Yunanistan’ın önünde oldukça ağır bir borç ödeme takvimi bulunuyor. IMF 448 milyon Euro’sunu beklerken AB, Avrupa Merkez Bankası ve IMF’ten gelen 240 milyar Euro’luk kurtarma paketinde uzatıma gidilmesi pazarlıkları sürüyor. Yunanistan Başbakanı Tsipras, kurtarma paketlerinde süre uzatımı yapılmadığı taktirde ülkede hiç nakit para kalmayacağını ileri sürüyor. AB ise, Yunan hükümetinin reform programının yeterli ve tatmin edici olmadığını savunarak ertelemeye yanaşmıyor.

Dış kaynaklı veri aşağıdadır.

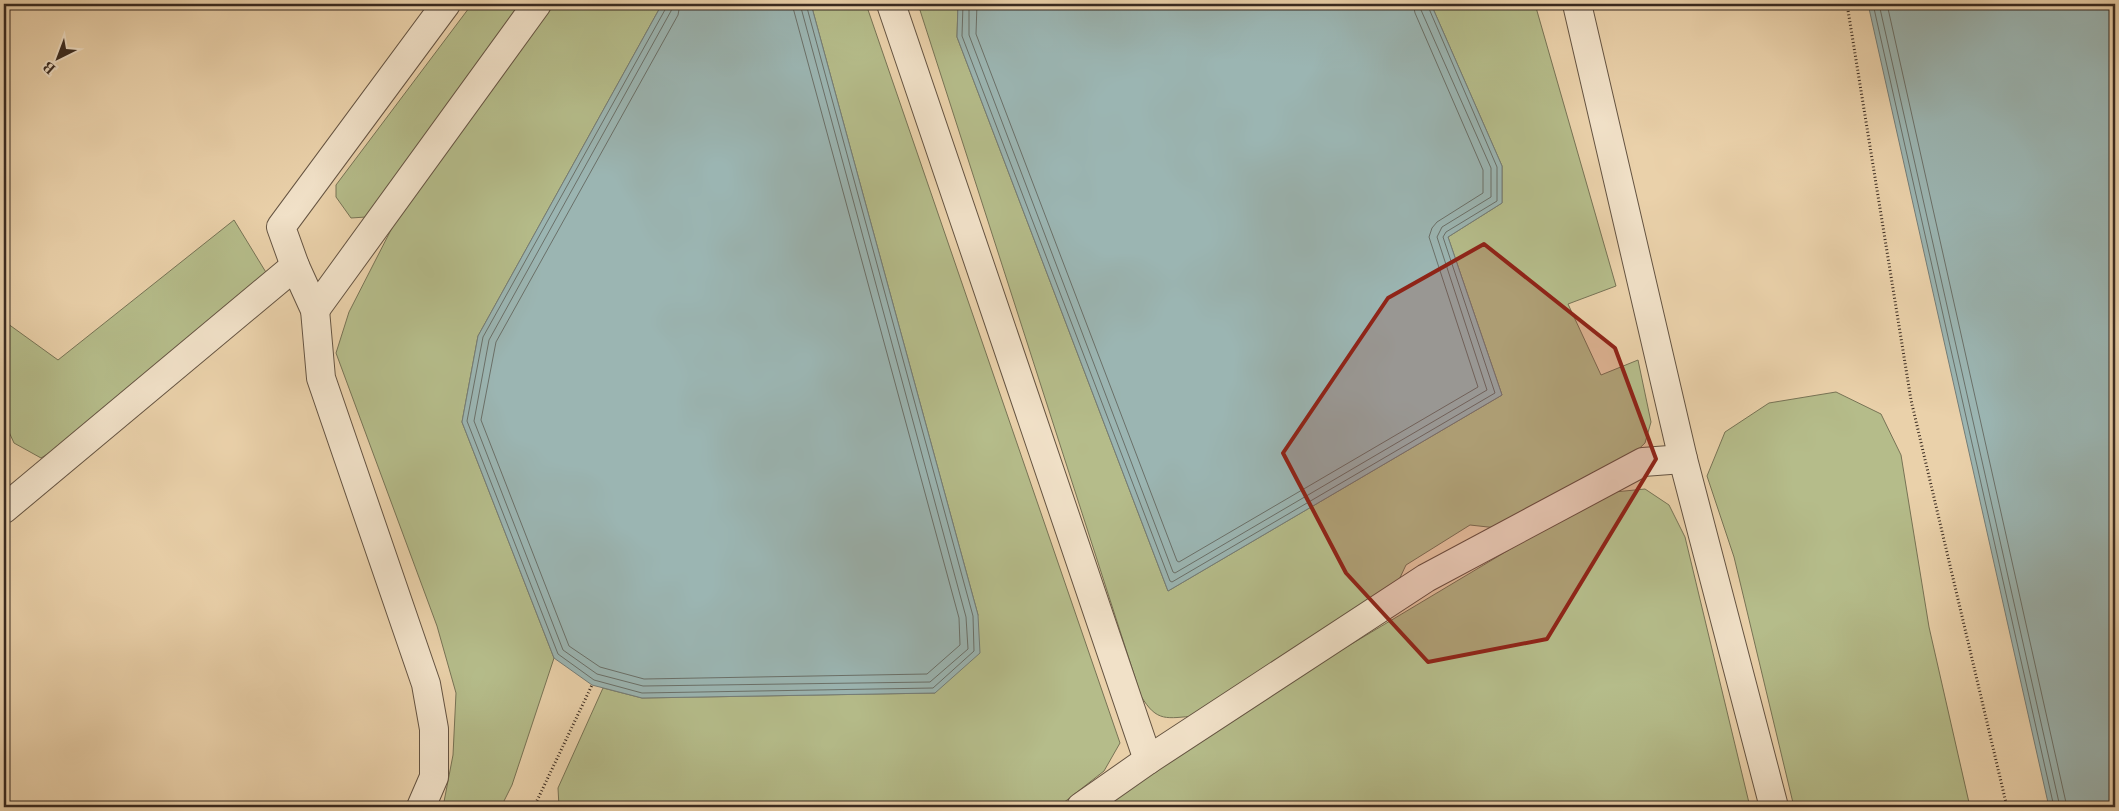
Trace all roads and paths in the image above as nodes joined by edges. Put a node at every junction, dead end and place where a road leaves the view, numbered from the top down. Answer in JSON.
{"nodes":[{"id":1,"x":446,"y":4,"type":"edge"},
{"id":2,"x":537,"y":4,"type":"edge"},
{"id":3,"x":891,"y":4,"type":"edge"},
{"id":4,"x":1577,"y":4,"type":"edge"},
{"id":5,"x":1847,"y":4,"type":"edge"},
{"id":6,"x":295,"y":266,"type":"junction"},
{"id":7,"x":315,"y":310,"type":"junction"},
{"id":8,"x":1683,"y":458,"type":"junction"},
{"id":9,"x":4,"y":509,"type":"edge"},
{"id":10,"x":592,"y":685,"type":"dead end"},
{"id":11,"x":1148,"y":760,"type":"junction"},
{"id":12,"x":421,"y":807,"type":"edge"},
{"id":13,"x":534,"y":807,"type":"edge"},
{"id":14,"x":1081,"y":807,"type":"edge"},
{"id":15,"x":1774,"y":807,"type":"edge"},
{"id":16,"x":2007,"y":807,"type":"edge"}],
"edges":[{"from":1,"to":6,"type":"lane"},
{"from":2,"to":7,"type":"lane"},
{"from":3,"to":11,"type":"lane"},
{"from":4,"to":8,"type":"lane"},
{"from":5,"to":16,"type":"path"},
{"from":6,"to":7,"type":"lane"},
{"from":6,"to":9,"type":"lane"},
{"from":7,"to":12,"type":"lane"},
{"from":8,"to":11,"type":"lane"},
{"from":8,"to":15,"type":"lane"},
{"from":10,"to":13,"type":"path"},
{"from":11,"to":14,"type":"lane"}]}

Söz konusu çıkmaza ikide bir greve giden sendikalar, sokaklarda eylem yapan gruplar da eklenince Yunanistan hükümetinin fena halde bunaldığı söylenebilir.
Ekonomik krizle birlikte “borç” krizi de yaşayan Yunanistan, çıkmazdan kurtulma amacıyla hemen her yola başvuruyor ve anlaşıldığı kadarıyla en güçlü çare olarak Rusya ile yakınlaşmayı görüyor. Rusya, hem ekonomik destek sağlayabilecek hem de AB, özellikle de Almanya’nın baskı yapamayacağı güçte bir ülke. Dolayısıyla Yunanistan’ın gözlerini Rusya’ya çevirmesi, kendisi açısından oldukça rasyonel. Öte yandan Yunanistan ile bağları sıkılaştırmak Rusya için sadece rasyonel değil, adeta hediye niteliğinde realist bir tercih.
Tsipras-Putin görüşmesi
Tsipras’ın iki gün önce Rusya’ya yaptığı ziyaret, Yunanistan’ın sıkışmışlığının bir sonucu olmakla birlikte aynı zamanda daha büyük bir tartışmanın başlangıcını da oluşturuyor.
Görüşmelere dair yapılan resmi açıklamalar, tarafların mali yardım konusunda görüşmedikleri biçiminde. Ancak uzlaşma konularına bakıldığında Tsipras’ın alenen Putin’den yardım istemeye gittiği anlaşılıyor. Rusya, proje bazlı kredi vermeyi kabul ettiği gibi ayrıca tarım ve gıda ürünleri ticaretinde de kapıların açılacağını duyurdu. Yunanistan açısından bu başlık içine giren önemli kalemlerden birisi domates. Kısacası Rusya Yunanistan’ın taze sebze-meyvelerini alabileceğini bildirmiş oluyor; bu yolla dolaylı bir yardımda bulunmuş da oluyor.
Ancak mesele basit bir ticarette öncelik meselesi değil. Yunanistan gıda ürünlerini Rusya’ya sattığı anda, AB tarafından Rusya’ya uygulanan ambargo delinmiş olacak. Diğer bir ifadeyle Yunanistan AB ortaklarının uyguladıkları bir politikaya uymadığını ortaya koymuş olacak. Dolayısıyla Yunanistan AB’den gördüğü baskıya karşılık olarak Kırım ilhakına karşı Rusya’ya karşı alınan ı tavra katılmadığını da beyan etmiş olacak.
Öte yandan Rusya’nın da parmağını oynatmadan AB ambargosunu deleceği söylenmeli.
Akdeniz yolu
Putin’in vereceği elin Yunanistan’ı ekonomik krizden çıkarmaya yetip yetmeyeceği şüpheli. Ancak Yunanistan Rusya ile yakınlaşarak AB’nin yaptığı baskıya direnme imkanı bulmuş, hatta AB’yi Rusya ile tehdit etmiş denebilir. Rusya ise, iki bakımdan avantaj sağlamış oluyor. Birincisi, Ukrayna hattında kapanan Avrupa yolunun Yunanistan üzerinden açılma olasılığının artması. İkincisi ise, Akdeniz’e ulaşan Ortodoks hattının güçlendirilmesi.
Tsipras’ın Moskova ziyareti AB kurumlarında ve üye ülkelerde boşuna infial yaratmadı. Bunun en önemli nedeni Rusya ile AB arasına konan mesafenin doğacak kriz nedeniyle daha da büyüyecek olması. Yunanistan’ın satacağı domatesle Rusya ekonomisinde büyük gelişmeler olacağı ya da yapacağı yardımlarla büyük kazançlar sağlayacağı düşünülemez. Ancak Rus-Yunan yakınlaşmasının siyasi krizler ve AB-Rusya ilişkilerinde yeni gerginlik konularına zemin hazırlayacağı öngörülebilir.
Sonuçta, Suriye değil de Yunanistan üzerinden Akdeniz’e kavuşma imkanı verilen Rusya’nın da her halde Avrupa’ya mesafeli kalma konusunda ikna edilmesi daha kolay olabilir.